Adjustment of status is the process by which an eligible foreign national may adjust their status to lawful permanent resident, based on a qualifying family relationship or employer-employee relationship. Additionally, special categories of green card applicants exist covering self-petitioning Amerasian, Widow(ers) seeking lawful permanent residence under the Violence Against Women Act (VAWA), refugees, asylees, certain U visa holders, humanitarian visa holders, and eligible diversity visa program immigrants. In order to file an adjustment of status application from within the United States the Beneficiary must 1) be living in the United States lawfully and 2) have been inspected, lawfully admitted, or paroled into the United States, (except in cases of 245i).
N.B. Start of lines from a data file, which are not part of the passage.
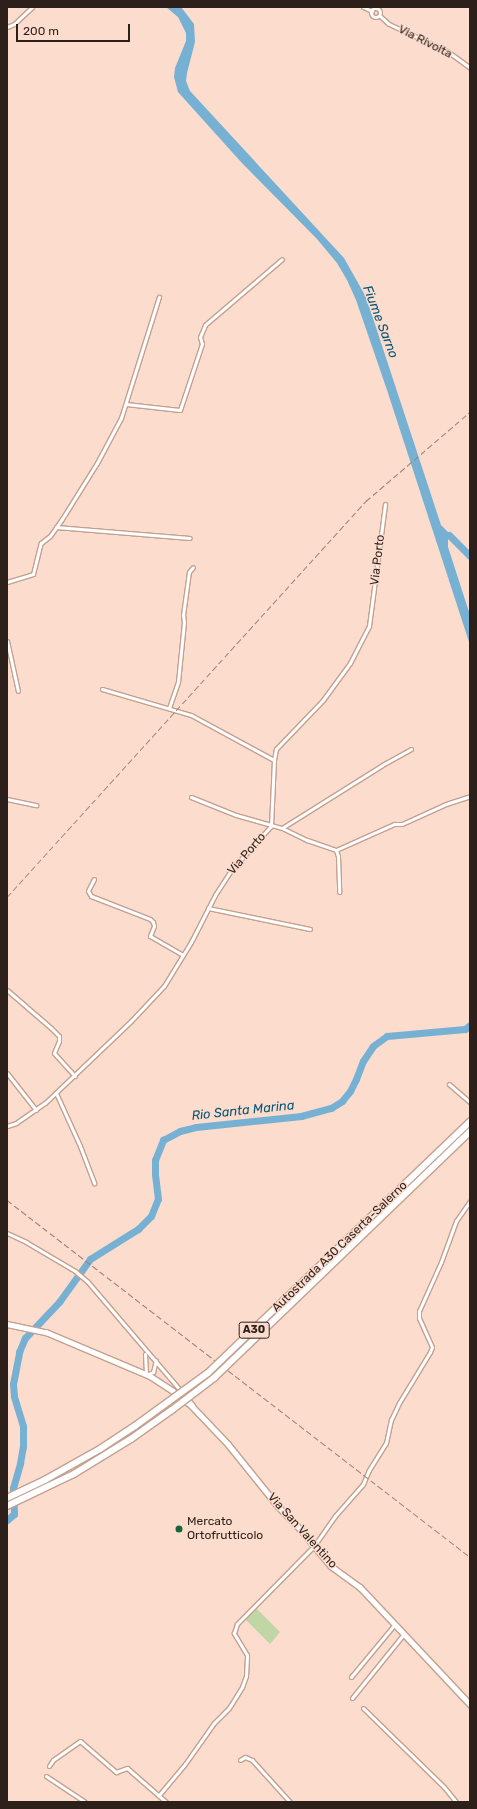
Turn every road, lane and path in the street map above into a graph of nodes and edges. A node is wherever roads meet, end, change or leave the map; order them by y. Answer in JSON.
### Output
{"nodes":[{"id":1,"x":32,"y":7,"type":"edge"},
{"id":2,"x":362,"y":7,"type":"edge"},
{"id":3,"x":383,"y":7,"type":"edge"},
{"id":4,"x":379,"y":10,"type":"junction"},
{"id":5,"x":372,"y":11,"type":"junction"},
{"id":6,"x":380,"y":16,"type":"junction"},
{"id":7,"x":7,"y":27,"type":"edge"},
{"id":8,"x":470,"y":68,"type":"edge"},
{"id":9,"x":282,"y":260,"type":"dead end"},
{"id":10,"x":158,"y":297,"type":"dead end"},
{"id":11,"x":126,"y":404,"type":"junction"},
{"id":12,"x":385,"y":504,"type":"dead end"},
{"id":13,"x":56,"y":528,"type":"junction"},
{"id":14,"x":190,"y":538,"type":"dead end"},
{"id":15,"x":192,"y":567,"type":"dead end"},
{"id":16,"x":7,"y":582,"type":"edge"},
{"id":17,"x":7,"y":640,"type":"edge"},
{"id":18,"x":102,"y":689,"type":"dead end"},
{"id":19,"x":18,"y":691,"type":"dead end"},
{"id":20,"x":170,"y":708,"type":"junction"},
{"id":21,"x":411,"y":749,"type":"dead end"},
{"id":22,"x":274,"y":760,"type":"junction"},
{"id":23,"x":470,"y":796,"type":"edge"},
{"id":24,"x":191,"y":797,"type":"dead end"},
{"id":25,"x":7,"y":800,"type":"edge"},
{"id":26,"x":36,"y":805,"type":"dead end"},
{"id":27,"x":271,"y":826,"type":"junction"},
{"id":28,"x":282,"y":828,"type":"junction"},
{"id":29,"x":336,"y":850,"type":"junction"},
{"id":30,"x":94,"y":879,"type":"dead end"},
{"id":31,"x":339,"y":892,"type":"dead end"},
{"id":32,"x":208,"y":908,"type":"junction"},
{"id":33,"x":310,"y":929,"type":"dead end"},
{"id":34,"x":183,"y":955,"type":"junction"},
{"id":35,"x":7,"y":990,"type":"edge"},
{"id":36,"x":7,"y":1073,"type":"edge"},
{"id":37,"x":75,"y":1076,"type":"junction"},
{"id":38,"x":449,"y":1084,"type":"dead end"},
{"id":39,"x":56,"y":1093,"type":"junction"},
{"id":40,"x":470,"y":1102,"type":"edge"},
{"id":41,"x":36,"y":1110,"type":"junction"},
{"id":42,"x":470,"y":1122,"type":"edge"},
{"id":43,"x":7,"y":1126,"type":"edge"},
{"id":44,"x":470,"y":1132,"type":"edge"},
{"id":45,"x":94,"y":1183,"type":"dead end"},
{"id":46,"x":470,"y":1201,"type":"edge"},
{"id":47,"x":7,"y":1233,"type":"edge"},
{"id":48,"x":7,"y":1324,"type":"edge"},
{"id":49,"x":145,"y":1354,"type":"dead end"},
{"id":50,"x":156,"y":1360,"type":"junction"},
{"id":51,"x":146,"y":1375,"type":"junction"},
{"id":52,"x":206,"y":1421,"type":"junction"},
{"id":53,"x":7,"y":1498,"type":"edge"},
{"id":54,"x":7,"y":1506,"type":"edge"},
{"id":55,"x":314,"y":1546,"type":"junction"},
{"id":56,"x":395,"y":1624,"type":"junction"},
{"id":57,"x":403,"y":1635,"type":"junction"},
{"id":58,"x":351,"y":1677,"type":"dead end"},
{"id":59,"x":352,"y":1698,"type":"dead end"},
{"id":60,"x":470,"y":1704,"type":"edge"},
{"id":61,"x":363,"y":1708,"type":"dead end"},
{"id":62,"x":240,"y":1760,"type":"dead end"},
{"id":63,"x":49,"y":1766,"type":"dead end"},
{"id":64,"x":46,"y":1776,"type":"dead end"},
{"id":65,"x":158,"y":1795,"type":"junction"},
{"id":66,"x":85,"y":1802,"type":"edge"},
{"id":67,"x":166,"y":1802,"type":"edge"},
{"id":68,"x":290,"y":1802,"type":"edge"},
{"id":69,"x":456,"y":1802,"type":"edge"}],
"edges":[{"from":1,"to":7,"type":"street"},
{"from":2,"to":5,"type":"street"},
{"from":3,"to":4,"type":"street"},
{"from":4,"to":5,"type":"street"},
{"from":4,"to":6,"type":"street"},
{"from":5,"to":6,"type":"street"},
{"from":6,"to":8,"type":"street","name":"Via Rivolta"},
{"from":9,"to":11,"type":"street"},
{"from":10,"to":11,"type":"street"},
{"from":11,"to":13,"type":"street"},
{"from":12,"to":22,"type":"street","name":"Via Porto"},
{"from":13,"to":14,"type":"street"},
{"from":13,"to":16,"type":"street"},
{"from":15,"to":20,"type":"street"},
{"from":17,"to":19,"type":"street"},
{"from":18,"to":20,"type":"street"},
{"from":20,"to":22,"type":"street"},
{"from":21,"to":28,"type":"street"},
{"from":22,"to":27,"type":"street","name":"Via Porto"},
{"from":23,"to":29,"type":"street"},
{"from":24,"to":27,"type":"street"},
{"from":25,"to":26,"type":"street"},
{"from":27,"to":28,"type":"street"},
{"from":27,"to":32,"type":"street","name":"Via Porto"},
{"from":28,"to":29,"type":"street"},
{"from":29,"to":31,"type":"street"},
{"from":30,"to":34,"type":"street"},
{"from":32,"to":33,"type":"street"},
{"from":32,"to":34,"type":"street","name":"Via Porto"},
{"from":34,"to":37,"type":"street","name":"Via Porto"},
{"from":35,"to":37,"type":"street"},
{"from":36,"to":41,"type":"street"},
{"from":37,"to":39,"type":"street","name":"Via Porto"},
{"from":38,"to":40,"type":"street"},
{"from":39,"to":41,"type":"street","name":"Via Porto"},
{"from":39,"to":45,"type":"street"},
{"from":41,"to":43,"type":"street","name":"Via Porto"},
{"from":42,"to":53,"type":"highway","name":"Autostrada A30 Caserta-Salerno","number":"A30","bridge":true},
{"from":44,"to":54,"type":"highway","name":"Autostrada A30 Caserta-Salerno","number":"A30","bridge":true},
{"from":46,"to":55,"type":"street"},
{"from":47,"to":50,"type":"street","name":"Via San Valentino"},
{"from":48,"to":51,"type":"main road","name":"Via San Valentino"},
{"from":49,"to":51,"type":"street"},
{"from":50,"to":51,"type":"street"},
{"from":50,"to":52,"type":"street","name":"Via San Valentino"},
{"from":51,"to":52,"type":"main road","name":"Via San Valentino"},
{"from":52,"to":55,"type":"main road","name":"Via San Valentino"},
{"from":55,"to":56,"type":"main road","name":"Via San Valentino"},
{"from":55,"to":65,"type":"street"},
{"from":56,"to":57,"type":"main road","name":"Via San Valentino"},
{"from":56,"to":58,"type":"street"},
{"from":57,"to":59,"type":"street"},
{"from":57,"to":60,"type":"main road","name":"Via San Valentino"},
{"from":61,"to":69,"type":"street"},
{"from":62,"to":68,"type":"street"},
{"from":63,"to":65,"type":"street"},
{"from":64,"to":66,"type":"street"},
{"from":65,"to":67,"type":"street"}]}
Foreign nationals living in the United States, who qualify for adjustment of status to lawful permanent residence, may file their adjustment of status application with USCIS, without having to travel abroad to obtain an immigrant visa through a procedure known as consular processing. Foreign nationals residing abroad, who qualify for adjustment of status, must apply for an immigrant visa at a United States Embassy or Consulate abroad. Consular processing is different from adjustment of status from within the United States in various ways. Adjustment of status within the United States is a much faster process, however the main drawback is that applicants cannot travel internationally once their application has been filed with USCIS, until they are issued an advance parole document by USCIS authorizing such travel. In order to obtain an advance parole document, the green card applicant must file Form I-131 with USCIS. The advance parole document is typically issued within 90 days of filing of Form I-131. One of the main benefits of applying for an immigrant visa abroad through consular processing, is that the individual does not have any travel restrictions. It is for this reason that businesspersons and other individuals opt for consular processing instead of adjustment of status despite living in the United States.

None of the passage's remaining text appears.